Mi dispiace dirlo perché Jonathan Franzen è a mio parere uno scrittore grandissimo e i suoi romanzi ci permettono di comprendere l’impotenza aggressiva della classe media bianca, ma prendersela con Twitter o Facebook è una semplificazione che non aiuta né a capire né a cambiare. La tecnologia e i media possono funzionare come amplificatore di demenza aggressiva solo quando la demenza aggressiva è coltivata dai rapporti sociali, dallo sfruttamento e dalla povertà.

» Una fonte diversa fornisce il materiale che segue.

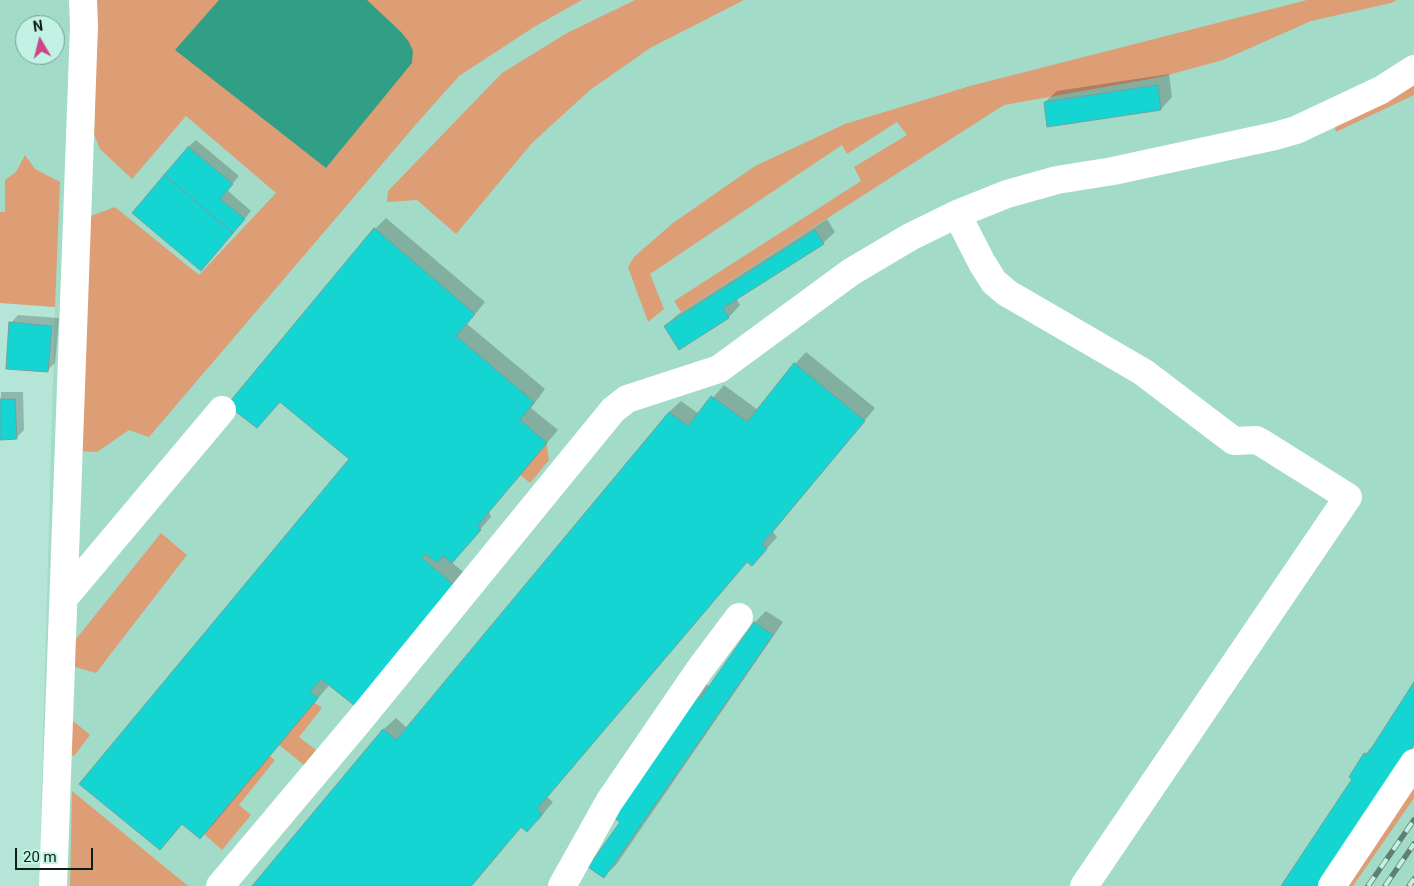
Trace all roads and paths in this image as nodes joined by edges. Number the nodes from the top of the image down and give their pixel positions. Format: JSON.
{"nodes":[{"id":1,"x":82,"y":0,"type":"edge"},
{"id":2,"x":1414,"y":69,"type":"edge"},
{"id":3,"x":957,"y":214,"type":"junction"},
{"id":4,"x":222,"y":410,"type":"dead end"},
{"id":5,"x":64,"y":598,"type":"junction"},
{"id":6,"x":739,"y":617,"type":"dead end"},
{"id":7,"x":1414,"y":763,"type":"edge"},
{"id":8,"x":53,"y":886,"type":"edge"},
{"id":9,"x":220,"y":886,"type":"edge"},
{"id":10,"x":562,"y":886,"type":"edge"},
{"id":11,"x":1084,"y":886,"type":"edge"},
{"id":12,"x":1332,"y":886,"type":"edge"}],
"edges":[{"from":1,"to":5,"type":"lane"},
{"from":2,"to":3,"type":"lane"},
{"from":3,"to":9,"type":"lane"},
{"from":3,"to":11,"type":"lane"},
{"from":4,"to":5,"type":"lane"},
{"from":5,"to":8,"type":"lane"},
{"from":6,"to":10,"type":"lane"},
{"from":7,"to":12,"type":"lane"}]}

Ma possono anche funzionare come fattore di liberazione, e la mia convinzione è che succederà solo quando i lavoratori cognitivi, che costituiscono il settore più avanzato e produttivo della classe operaia americana e mondiale, si renderanno conto del disastro e investiranno le loro energie nella direzione del sabotaggio e della riprogrammazione della macchina tecnica globale.
La catastrofe in cui gli Stati Uniti sono precipitati (e in cui sta precipitando il mondo) può culminare nell’apocalisse di un olocausto globale, ma può invece aprire la strada a una presa di coscienza della sola sezione di lavoro che può ancora evitare il precipizio, che può iniziare un processo di riscrittura del codice secondo regole diverse da quelle del profitto e della devastazione.